Collected data entries:
+ + + +
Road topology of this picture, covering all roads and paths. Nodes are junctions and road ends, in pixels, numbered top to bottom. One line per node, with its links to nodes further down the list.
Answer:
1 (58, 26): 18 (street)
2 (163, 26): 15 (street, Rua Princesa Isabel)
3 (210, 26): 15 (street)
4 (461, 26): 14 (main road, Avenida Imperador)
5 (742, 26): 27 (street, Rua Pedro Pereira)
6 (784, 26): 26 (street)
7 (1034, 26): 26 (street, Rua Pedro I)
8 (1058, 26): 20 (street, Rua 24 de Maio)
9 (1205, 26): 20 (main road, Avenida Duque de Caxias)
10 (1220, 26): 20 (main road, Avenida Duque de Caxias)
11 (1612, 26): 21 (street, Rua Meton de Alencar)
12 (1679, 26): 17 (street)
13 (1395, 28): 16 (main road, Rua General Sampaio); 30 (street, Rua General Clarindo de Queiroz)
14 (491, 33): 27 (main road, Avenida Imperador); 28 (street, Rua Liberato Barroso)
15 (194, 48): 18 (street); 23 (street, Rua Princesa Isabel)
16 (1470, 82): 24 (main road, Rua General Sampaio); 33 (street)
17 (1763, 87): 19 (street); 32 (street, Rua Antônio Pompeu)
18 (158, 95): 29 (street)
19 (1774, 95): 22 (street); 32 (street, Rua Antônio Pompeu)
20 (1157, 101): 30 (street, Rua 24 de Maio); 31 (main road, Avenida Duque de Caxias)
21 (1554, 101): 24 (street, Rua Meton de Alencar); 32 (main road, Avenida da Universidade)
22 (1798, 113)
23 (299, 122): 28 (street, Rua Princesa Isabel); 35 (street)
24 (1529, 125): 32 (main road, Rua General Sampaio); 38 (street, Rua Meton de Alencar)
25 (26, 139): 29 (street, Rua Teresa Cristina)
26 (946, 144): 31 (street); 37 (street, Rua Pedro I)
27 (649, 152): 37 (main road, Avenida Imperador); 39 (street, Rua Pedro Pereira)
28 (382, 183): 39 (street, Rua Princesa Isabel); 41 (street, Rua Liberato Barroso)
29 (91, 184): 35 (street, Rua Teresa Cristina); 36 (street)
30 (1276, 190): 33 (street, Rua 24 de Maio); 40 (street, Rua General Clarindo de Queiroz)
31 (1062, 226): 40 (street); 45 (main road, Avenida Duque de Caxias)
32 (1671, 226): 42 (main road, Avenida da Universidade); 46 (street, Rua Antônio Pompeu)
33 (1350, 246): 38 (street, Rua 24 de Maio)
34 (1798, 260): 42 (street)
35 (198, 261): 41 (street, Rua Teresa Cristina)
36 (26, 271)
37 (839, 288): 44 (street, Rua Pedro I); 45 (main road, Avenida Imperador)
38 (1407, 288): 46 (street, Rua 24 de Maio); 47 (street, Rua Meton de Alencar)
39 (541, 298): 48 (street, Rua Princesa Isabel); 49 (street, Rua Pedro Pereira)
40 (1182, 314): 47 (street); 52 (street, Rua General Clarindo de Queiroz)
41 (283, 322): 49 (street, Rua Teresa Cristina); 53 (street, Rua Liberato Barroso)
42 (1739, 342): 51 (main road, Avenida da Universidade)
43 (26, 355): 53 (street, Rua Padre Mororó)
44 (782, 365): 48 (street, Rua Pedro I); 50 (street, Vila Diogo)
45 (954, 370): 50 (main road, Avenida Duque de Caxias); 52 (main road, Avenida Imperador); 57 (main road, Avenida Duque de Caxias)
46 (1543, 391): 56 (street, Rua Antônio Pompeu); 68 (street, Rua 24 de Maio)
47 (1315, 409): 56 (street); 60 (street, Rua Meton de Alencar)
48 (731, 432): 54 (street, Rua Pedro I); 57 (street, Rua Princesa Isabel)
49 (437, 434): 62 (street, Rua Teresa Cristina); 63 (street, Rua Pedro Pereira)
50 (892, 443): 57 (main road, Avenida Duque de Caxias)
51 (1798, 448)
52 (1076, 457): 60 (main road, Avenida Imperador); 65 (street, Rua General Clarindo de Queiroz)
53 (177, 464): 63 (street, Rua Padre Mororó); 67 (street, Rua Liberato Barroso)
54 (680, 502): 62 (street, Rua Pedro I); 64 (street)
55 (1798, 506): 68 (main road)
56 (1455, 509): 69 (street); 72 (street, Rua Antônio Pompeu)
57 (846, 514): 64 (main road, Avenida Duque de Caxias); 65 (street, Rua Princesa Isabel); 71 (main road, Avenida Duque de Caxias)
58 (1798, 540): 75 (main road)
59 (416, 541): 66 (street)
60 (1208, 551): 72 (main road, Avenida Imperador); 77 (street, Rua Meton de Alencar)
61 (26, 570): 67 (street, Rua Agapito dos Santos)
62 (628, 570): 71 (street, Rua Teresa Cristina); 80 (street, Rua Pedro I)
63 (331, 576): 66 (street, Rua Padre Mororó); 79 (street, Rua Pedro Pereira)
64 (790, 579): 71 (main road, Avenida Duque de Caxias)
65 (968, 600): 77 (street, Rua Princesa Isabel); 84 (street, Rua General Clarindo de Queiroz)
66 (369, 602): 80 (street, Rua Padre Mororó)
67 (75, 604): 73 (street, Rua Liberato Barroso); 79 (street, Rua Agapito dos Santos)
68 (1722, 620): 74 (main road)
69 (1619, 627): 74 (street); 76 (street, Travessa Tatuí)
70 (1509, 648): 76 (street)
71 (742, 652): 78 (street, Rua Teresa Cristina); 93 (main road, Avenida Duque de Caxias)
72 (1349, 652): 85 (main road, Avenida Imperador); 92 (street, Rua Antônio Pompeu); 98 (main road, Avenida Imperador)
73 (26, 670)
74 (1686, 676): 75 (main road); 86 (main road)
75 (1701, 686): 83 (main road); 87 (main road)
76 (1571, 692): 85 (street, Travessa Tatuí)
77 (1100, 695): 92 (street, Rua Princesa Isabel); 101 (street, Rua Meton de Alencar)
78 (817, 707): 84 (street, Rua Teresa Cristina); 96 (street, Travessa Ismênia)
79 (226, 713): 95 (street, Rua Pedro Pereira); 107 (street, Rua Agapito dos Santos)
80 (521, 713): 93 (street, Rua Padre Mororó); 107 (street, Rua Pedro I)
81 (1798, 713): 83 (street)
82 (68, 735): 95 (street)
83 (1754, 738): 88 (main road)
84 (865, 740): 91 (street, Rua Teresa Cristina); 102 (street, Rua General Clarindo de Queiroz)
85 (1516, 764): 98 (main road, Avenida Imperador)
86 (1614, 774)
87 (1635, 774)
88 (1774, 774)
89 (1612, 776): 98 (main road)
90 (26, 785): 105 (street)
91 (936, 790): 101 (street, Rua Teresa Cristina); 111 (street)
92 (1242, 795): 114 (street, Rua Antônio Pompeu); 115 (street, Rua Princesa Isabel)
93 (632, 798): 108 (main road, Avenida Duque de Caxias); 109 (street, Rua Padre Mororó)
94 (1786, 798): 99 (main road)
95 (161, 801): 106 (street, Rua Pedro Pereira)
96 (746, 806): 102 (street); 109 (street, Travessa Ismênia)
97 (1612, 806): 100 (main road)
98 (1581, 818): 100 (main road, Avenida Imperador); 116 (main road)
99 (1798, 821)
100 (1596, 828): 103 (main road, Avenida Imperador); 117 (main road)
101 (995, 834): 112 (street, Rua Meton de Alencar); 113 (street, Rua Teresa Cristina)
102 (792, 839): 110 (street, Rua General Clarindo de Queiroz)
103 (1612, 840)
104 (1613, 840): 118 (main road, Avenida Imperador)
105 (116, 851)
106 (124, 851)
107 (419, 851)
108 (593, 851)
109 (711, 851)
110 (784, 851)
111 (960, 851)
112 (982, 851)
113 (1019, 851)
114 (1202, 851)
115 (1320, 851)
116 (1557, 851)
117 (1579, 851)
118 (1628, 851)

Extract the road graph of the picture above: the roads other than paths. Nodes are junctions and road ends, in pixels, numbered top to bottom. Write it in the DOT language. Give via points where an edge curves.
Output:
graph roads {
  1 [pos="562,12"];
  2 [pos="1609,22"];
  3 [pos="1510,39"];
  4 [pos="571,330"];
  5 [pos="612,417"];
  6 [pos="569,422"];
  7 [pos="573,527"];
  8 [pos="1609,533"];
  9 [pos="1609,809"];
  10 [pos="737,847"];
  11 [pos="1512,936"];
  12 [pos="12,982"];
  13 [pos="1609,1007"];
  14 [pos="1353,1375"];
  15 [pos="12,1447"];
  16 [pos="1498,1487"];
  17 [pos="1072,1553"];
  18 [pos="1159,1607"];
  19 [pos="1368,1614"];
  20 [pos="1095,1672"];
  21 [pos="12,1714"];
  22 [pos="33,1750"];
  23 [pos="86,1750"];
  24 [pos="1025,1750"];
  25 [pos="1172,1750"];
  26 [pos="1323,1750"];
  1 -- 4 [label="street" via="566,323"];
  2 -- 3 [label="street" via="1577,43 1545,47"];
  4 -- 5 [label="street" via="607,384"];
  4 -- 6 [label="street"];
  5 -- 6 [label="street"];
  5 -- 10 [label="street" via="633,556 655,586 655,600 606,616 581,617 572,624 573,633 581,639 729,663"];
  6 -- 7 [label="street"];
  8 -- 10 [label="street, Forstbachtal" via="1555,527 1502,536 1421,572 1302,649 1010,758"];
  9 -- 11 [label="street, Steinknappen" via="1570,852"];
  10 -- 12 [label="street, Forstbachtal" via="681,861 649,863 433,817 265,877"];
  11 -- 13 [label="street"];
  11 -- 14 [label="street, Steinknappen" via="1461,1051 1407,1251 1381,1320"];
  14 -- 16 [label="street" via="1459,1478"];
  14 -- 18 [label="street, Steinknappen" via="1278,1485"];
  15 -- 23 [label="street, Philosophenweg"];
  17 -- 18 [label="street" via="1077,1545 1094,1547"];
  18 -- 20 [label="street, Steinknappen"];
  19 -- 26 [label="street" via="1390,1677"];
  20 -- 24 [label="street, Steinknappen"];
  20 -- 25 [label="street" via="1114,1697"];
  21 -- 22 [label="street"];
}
+ + + +
What you have to do — The answer must be every line from the entries above that holds the string "junctions".

Exercise answer —
Road topology of this picture, covering all roads and paths. Nodes are junctions and road ends, in pixels, numbered top to bottom. One line per node, with its links to nodes further down the list.
Extract the road graph of the picture above: the roads other than paths. Nodes are junctions and road ends, in pixels, numbered top to bottom. Write it in the DOT language. Give via points where an edge curves.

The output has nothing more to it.